● **EXERCISE REQUIREMENTS**: Each record must appear in your answer exactly as it does below.

● **SOURCE INFORMATION**:
_ _ _ _ _

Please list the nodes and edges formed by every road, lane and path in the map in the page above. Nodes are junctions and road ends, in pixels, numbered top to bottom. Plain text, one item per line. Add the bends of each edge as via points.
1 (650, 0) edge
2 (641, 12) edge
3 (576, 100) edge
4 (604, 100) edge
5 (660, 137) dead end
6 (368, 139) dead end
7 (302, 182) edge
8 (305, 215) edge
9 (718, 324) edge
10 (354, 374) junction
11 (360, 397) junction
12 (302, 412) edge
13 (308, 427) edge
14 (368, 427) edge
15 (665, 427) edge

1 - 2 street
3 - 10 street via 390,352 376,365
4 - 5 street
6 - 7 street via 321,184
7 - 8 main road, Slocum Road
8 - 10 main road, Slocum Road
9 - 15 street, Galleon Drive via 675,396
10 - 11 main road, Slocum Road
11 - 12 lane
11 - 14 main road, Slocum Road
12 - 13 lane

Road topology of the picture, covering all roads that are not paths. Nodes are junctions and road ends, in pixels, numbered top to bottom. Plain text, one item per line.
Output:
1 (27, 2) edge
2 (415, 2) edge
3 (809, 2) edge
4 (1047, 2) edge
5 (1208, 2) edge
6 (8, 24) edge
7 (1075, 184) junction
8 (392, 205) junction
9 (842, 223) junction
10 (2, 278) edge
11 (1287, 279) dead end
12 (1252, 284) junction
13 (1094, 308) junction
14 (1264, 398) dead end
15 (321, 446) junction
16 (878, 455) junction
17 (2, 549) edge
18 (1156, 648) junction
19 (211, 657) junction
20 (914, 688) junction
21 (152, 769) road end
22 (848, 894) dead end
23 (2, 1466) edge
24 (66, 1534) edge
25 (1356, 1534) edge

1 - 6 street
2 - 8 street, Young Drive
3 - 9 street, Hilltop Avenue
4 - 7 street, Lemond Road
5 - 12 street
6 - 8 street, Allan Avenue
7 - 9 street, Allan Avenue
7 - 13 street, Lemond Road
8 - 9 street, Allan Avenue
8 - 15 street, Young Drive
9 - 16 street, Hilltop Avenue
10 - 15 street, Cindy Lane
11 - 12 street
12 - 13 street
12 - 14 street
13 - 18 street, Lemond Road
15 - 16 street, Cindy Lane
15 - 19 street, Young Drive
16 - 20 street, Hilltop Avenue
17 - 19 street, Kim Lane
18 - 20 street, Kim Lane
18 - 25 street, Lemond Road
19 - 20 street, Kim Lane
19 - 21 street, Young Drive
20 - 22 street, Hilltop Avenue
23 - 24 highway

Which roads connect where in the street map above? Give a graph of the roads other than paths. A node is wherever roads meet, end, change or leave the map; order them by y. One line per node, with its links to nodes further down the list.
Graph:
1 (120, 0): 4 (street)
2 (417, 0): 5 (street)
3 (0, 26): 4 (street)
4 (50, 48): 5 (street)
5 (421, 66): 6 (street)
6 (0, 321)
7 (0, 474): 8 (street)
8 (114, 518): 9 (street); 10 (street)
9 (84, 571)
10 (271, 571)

_ _ _ _ _

● **ANSWER SPACE**:
Please list the nodes and edges formed by every road, lane and path in the map in the page above. Nodes are junctions and road ends, in pixels, numbered top to bottom. Plain text, one item per line. Add the bends of each edge as via points.
1 (650, 0) edge
2 (641, 12) edge
3 (576, 100) edge
4 (604, 100) edge
5 (660, 137) dead end
6 (368, 139) dead end
7 (302, 182) edge
8 (305, 215) edge
9 (718, 324) edge
10 (354, 374) junction
11 (360, 397) junction
12 (302, 412) edge
13 (308, 427) edge
14 (368, 427) edge
15 (665, 427) edge

1 - 2 street
3 - 10 street via 390,352 376,365
4 - 5 street
6 - 7 street via 321,184
7 - 8 main road, Slocum Road
8 - 10 main road, Slocum Road
9 - 15 street, Galleon Drive via 675,396
10 - 11 main road, Slocum Road
11 - 12 lane
11 - 14 main road, Slocum Road
12 - 13 lane

Road topology of the picture, covering all roads that are not paths. Nodes are junctions and road ends, in pixels, numbered top to bottom. Plain text, one item per line.
Output:
1 (27, 2) edge
2 (415, 2) edge
3 (809, 2) edge
4 (1047, 2) edge
5 (1208, 2) edge
6 (8, 24) edge
7 (1075, 184) junction
8 (392, 205) junction
9 (842, 223) junction
10 (2, 278) edge
11 (1287, 279) dead end
12 (1252, 284) junction
13 (1094, 308) junction
14 (1264, 398) dead end
15 (321, 446) junction
16 (878, 455) junction
17 (2, 549) edge
18 (1156, 648) junction
19 (211, 657) junction
20 (914, 688) junction
21 (152, 769) road end
22 (848, 894) dead end
23 (2, 1466) edge
24 (66, 1534) edge
25 (1356, 1534) edge

1 - 6 street
2 - 8 street, Young Drive
3 - 9 street, Hilltop Avenue
4 - 7 street, Lemond Road
5 - 12 street
6 - 8 street, Allan Avenue
7 - 9 street, Allan Avenue
7 - 13 street, Lemond Road
8 - 9 street, Allan Avenue
8 - 15 street, Young Drive
9 - 16 street, Hilltop Avenue
10 - 15 street, Cindy Lane
11 - 12 street
12 - 13 street
12 - 14 street
13 - 18 street, Lemond Road
15 - 16 street, Cindy Lane
15 - 19 street, Young Drive
16 - 20 street, Hilltop Avenue
17 - 19 street, Kim Lane
18 - 20 street, Kim Lane
18 - 25 street, Lemond Road
19 - 20 street, Kim Lane
19 - 21 street, Young Drive
20 - 22 street, Hilltop Avenue
23 - 24 highway

Which roads connect where in the street map above? Give a graph of the roads other than paths. A node is wherever roads meet, end, change or leave the map; order them by y. One line per node, with its links to nodes further down the list.
Graph:
1 (120, 0): 4 (street)
2 (417, 0): 5 (street)
3 (0, 26): 4 (street)
4 (50, 48): 5 (street)
5 (421, 66): 6 (street)
6 (0, 321)
7 (0, 474): 8 (street)
8 (114, 518): 9 (street); 10 (street)
9 (84, 571)
10 (271, 571)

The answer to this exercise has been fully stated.